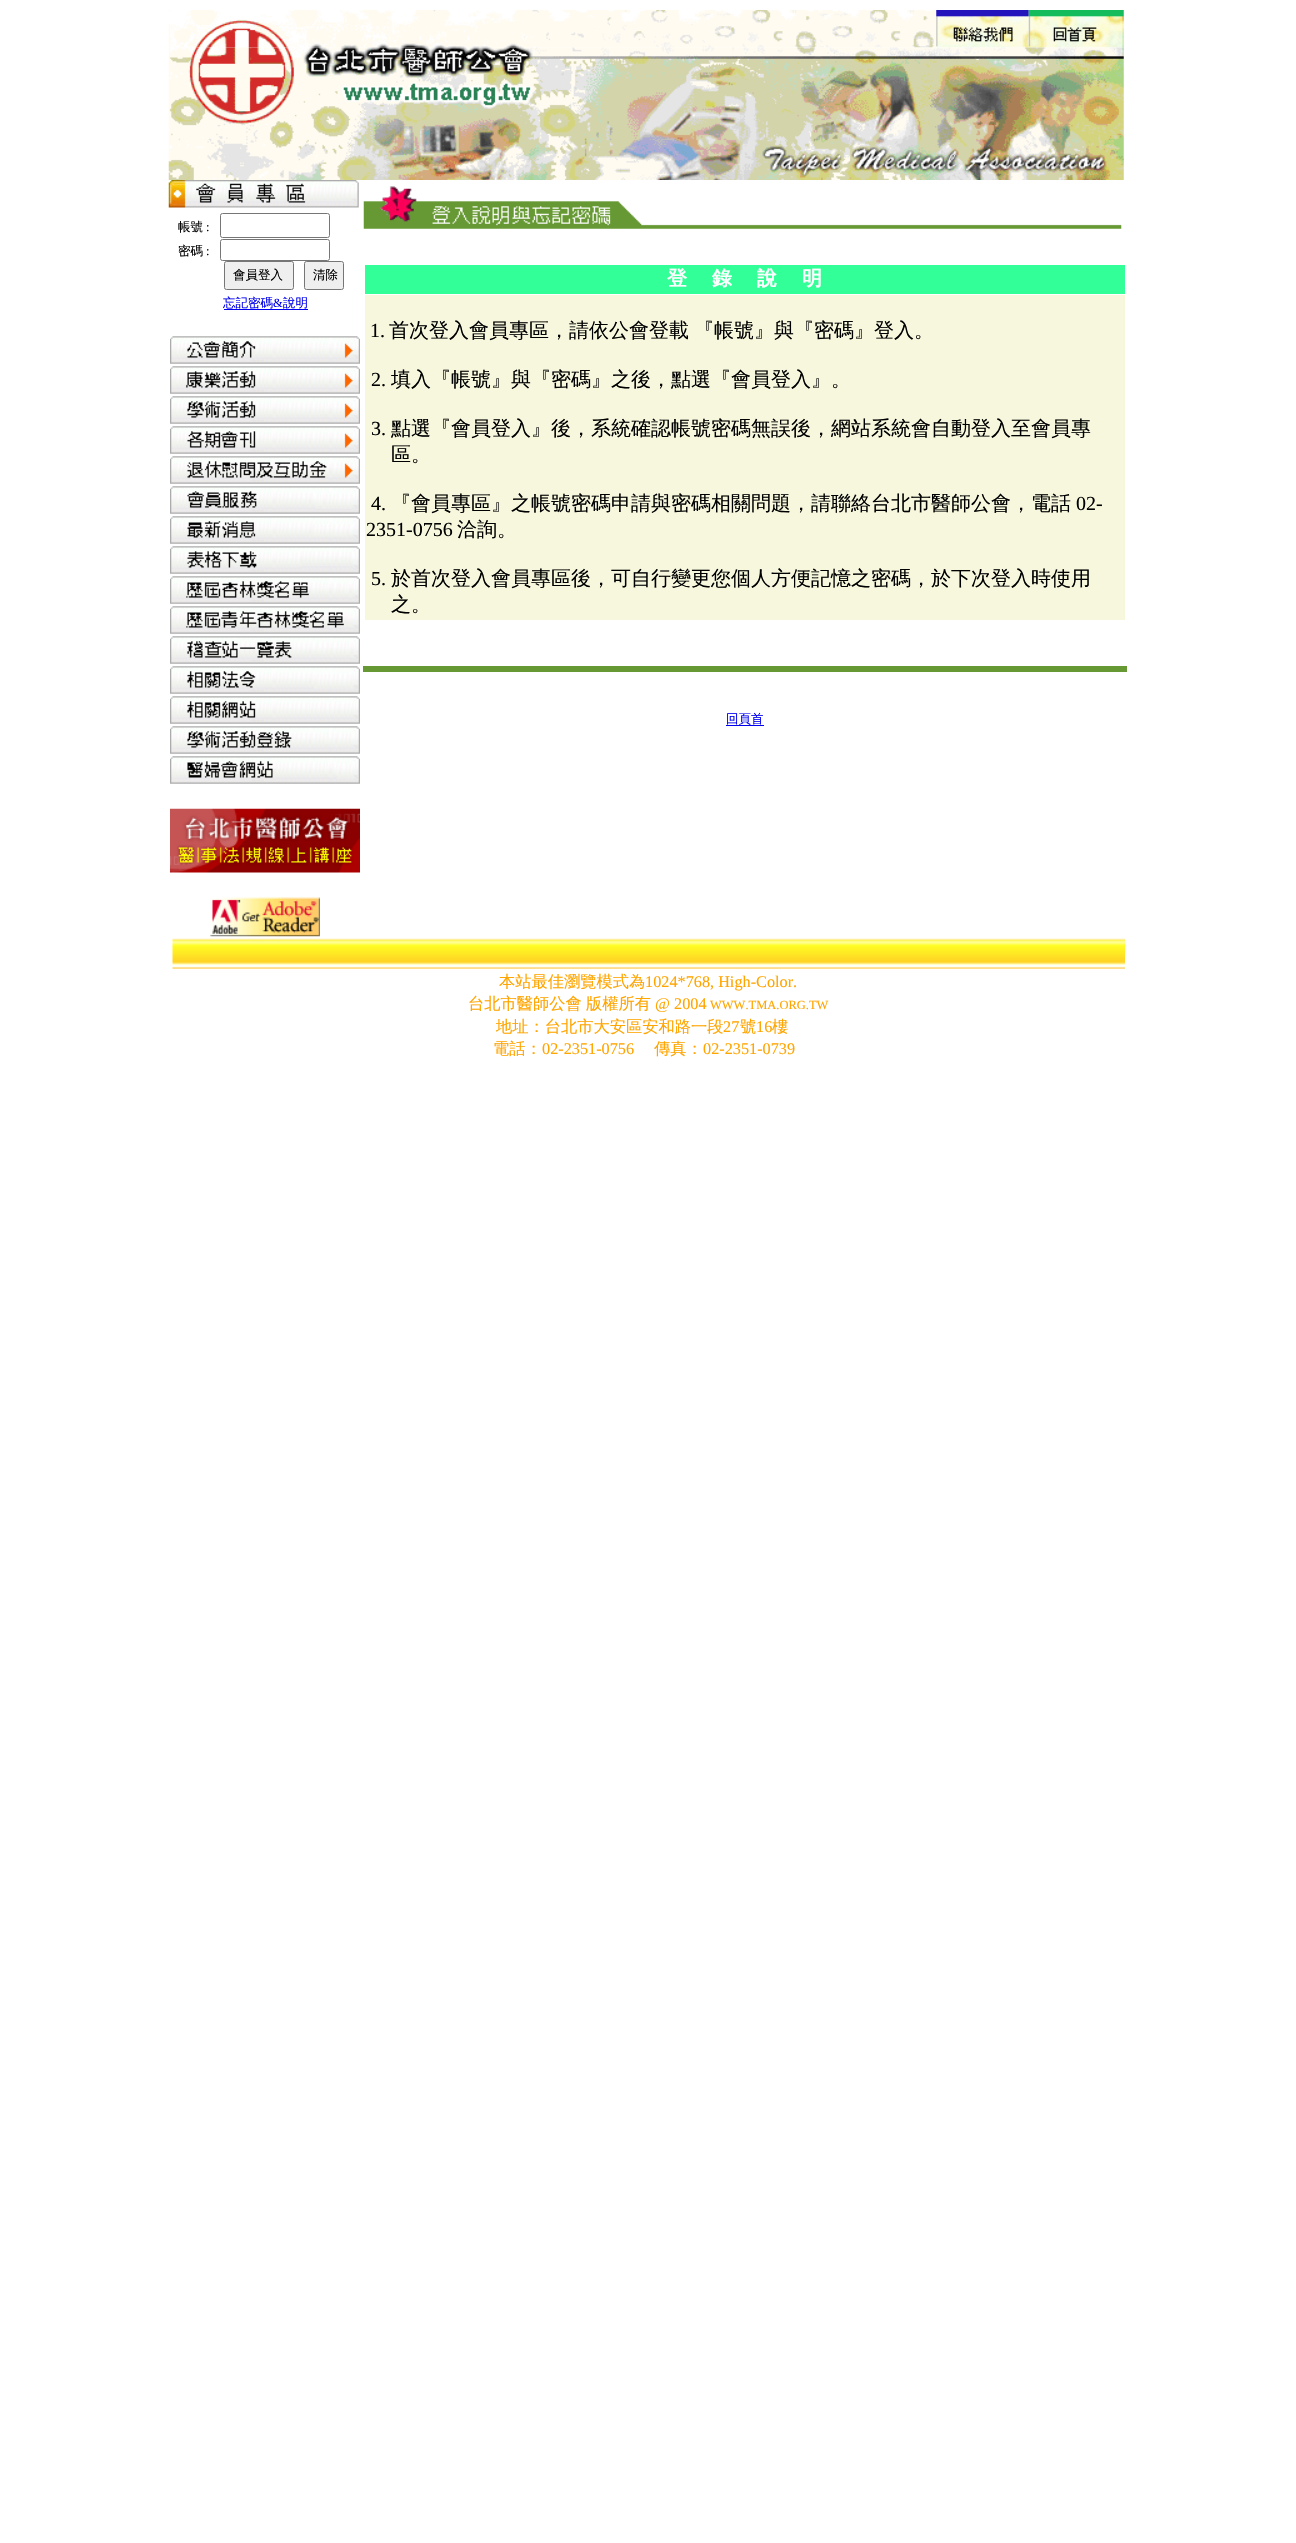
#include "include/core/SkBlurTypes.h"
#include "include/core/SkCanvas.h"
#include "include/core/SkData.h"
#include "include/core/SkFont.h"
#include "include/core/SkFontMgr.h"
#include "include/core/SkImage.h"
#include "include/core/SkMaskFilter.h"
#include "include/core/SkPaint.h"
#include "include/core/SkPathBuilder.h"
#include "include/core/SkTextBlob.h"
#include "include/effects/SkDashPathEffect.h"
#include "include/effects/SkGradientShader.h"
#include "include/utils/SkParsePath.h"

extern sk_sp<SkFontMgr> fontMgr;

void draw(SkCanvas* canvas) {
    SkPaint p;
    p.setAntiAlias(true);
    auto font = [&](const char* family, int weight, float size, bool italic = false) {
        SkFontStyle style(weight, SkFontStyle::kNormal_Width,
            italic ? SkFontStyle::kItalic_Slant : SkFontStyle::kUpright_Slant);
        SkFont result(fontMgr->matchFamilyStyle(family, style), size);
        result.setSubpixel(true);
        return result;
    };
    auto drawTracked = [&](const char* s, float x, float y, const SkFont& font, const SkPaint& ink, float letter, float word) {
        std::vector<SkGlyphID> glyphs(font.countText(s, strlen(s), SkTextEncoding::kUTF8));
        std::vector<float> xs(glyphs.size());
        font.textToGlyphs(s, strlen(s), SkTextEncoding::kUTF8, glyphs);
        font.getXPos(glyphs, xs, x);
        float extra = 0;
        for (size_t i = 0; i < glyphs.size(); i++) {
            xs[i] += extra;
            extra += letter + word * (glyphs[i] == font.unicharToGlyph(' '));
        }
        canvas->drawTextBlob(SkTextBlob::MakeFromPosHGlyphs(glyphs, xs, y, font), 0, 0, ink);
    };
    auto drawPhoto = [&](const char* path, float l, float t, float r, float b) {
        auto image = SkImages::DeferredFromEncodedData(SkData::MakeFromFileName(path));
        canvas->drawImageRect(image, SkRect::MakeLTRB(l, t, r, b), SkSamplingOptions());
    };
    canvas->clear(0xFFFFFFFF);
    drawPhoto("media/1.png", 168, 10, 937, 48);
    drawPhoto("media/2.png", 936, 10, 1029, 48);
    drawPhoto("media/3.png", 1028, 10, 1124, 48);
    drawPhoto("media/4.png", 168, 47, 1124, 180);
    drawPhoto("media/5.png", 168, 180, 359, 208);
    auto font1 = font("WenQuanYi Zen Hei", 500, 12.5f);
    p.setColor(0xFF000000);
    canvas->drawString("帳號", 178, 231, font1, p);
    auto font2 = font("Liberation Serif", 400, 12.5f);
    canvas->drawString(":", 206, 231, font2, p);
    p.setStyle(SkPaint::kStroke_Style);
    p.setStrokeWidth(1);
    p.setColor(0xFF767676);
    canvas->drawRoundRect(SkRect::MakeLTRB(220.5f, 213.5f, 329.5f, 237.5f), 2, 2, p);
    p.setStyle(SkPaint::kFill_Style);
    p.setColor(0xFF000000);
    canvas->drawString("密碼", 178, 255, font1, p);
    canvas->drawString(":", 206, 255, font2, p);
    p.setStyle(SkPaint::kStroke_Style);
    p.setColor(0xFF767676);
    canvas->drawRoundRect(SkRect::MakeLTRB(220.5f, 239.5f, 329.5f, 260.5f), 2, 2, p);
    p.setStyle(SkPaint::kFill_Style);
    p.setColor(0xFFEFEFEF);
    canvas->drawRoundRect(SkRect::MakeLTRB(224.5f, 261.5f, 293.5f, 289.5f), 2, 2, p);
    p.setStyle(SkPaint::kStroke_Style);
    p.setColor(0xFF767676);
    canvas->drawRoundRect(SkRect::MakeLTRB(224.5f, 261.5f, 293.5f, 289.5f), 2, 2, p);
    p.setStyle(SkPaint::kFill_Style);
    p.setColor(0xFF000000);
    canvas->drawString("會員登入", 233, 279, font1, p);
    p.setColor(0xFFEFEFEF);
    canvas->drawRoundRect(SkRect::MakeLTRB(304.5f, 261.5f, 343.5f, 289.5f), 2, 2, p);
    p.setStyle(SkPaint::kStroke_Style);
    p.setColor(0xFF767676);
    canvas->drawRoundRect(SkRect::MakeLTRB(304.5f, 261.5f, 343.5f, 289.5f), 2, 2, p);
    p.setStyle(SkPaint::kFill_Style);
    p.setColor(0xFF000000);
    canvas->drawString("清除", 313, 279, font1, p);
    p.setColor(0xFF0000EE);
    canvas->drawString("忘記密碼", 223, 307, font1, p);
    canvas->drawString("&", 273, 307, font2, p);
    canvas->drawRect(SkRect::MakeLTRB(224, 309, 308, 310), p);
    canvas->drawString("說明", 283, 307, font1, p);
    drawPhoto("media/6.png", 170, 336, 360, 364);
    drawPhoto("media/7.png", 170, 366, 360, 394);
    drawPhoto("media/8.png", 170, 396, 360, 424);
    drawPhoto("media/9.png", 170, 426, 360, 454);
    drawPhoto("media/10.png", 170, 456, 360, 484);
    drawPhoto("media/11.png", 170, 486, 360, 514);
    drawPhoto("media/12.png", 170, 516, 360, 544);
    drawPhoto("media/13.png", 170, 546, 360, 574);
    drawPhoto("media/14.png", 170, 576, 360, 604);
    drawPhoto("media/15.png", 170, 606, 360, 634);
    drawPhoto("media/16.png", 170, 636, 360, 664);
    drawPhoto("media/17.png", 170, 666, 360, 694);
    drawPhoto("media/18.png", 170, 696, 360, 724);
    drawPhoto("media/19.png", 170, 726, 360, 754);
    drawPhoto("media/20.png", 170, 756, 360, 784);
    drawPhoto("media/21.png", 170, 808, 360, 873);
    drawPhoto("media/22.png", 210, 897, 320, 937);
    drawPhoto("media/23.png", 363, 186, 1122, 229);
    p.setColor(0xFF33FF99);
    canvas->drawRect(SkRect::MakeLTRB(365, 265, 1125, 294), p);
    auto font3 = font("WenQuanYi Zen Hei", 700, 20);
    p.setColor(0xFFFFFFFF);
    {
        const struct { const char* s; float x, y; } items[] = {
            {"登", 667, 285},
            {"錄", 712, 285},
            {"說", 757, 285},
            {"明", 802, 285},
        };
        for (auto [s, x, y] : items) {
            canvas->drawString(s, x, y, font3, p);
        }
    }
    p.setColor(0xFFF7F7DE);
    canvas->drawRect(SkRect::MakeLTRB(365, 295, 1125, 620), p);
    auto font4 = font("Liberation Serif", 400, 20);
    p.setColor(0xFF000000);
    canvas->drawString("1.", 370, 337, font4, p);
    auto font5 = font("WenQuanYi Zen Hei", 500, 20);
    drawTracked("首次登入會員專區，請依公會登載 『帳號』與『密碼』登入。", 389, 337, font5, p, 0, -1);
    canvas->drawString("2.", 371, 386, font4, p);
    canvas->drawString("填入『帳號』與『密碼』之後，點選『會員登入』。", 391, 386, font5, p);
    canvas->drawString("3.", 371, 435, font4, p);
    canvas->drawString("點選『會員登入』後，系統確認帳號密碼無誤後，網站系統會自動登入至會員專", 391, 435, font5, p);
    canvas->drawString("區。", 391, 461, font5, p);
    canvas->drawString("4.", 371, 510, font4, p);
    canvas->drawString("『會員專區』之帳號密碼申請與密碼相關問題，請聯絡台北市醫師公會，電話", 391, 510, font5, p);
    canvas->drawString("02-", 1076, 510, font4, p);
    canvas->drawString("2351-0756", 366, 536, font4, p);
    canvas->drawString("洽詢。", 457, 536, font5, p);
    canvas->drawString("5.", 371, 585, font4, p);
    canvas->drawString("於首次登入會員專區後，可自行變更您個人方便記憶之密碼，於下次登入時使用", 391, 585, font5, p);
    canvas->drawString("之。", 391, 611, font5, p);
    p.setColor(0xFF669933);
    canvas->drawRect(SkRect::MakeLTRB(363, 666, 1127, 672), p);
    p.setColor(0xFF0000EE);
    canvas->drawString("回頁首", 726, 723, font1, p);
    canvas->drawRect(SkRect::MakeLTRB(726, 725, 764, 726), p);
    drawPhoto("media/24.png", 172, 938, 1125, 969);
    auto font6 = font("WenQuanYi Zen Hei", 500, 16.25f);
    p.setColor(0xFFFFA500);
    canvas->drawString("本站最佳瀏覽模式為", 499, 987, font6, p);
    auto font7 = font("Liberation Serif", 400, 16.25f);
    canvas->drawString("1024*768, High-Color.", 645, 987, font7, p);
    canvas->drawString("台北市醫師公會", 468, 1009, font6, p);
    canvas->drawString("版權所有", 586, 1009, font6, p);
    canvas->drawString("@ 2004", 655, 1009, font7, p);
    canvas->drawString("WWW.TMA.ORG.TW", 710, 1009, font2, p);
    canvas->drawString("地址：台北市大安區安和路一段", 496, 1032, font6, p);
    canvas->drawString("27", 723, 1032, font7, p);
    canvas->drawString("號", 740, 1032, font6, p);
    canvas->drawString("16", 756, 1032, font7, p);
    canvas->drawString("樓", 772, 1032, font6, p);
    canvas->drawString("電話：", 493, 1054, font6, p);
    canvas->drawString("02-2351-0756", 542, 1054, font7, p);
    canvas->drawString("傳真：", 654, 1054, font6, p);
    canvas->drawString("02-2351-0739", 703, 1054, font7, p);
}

^^^^^^^^^^^^^^^^

Task objective: Look through the entries for the string "family". Every line that has it belongs in the answer.

Task output:
    auto font = [&](const char* family, int weight, float size, bool italic = false) {
        SkFont result(fontMgr->matchFamilyStyle(family, style), size);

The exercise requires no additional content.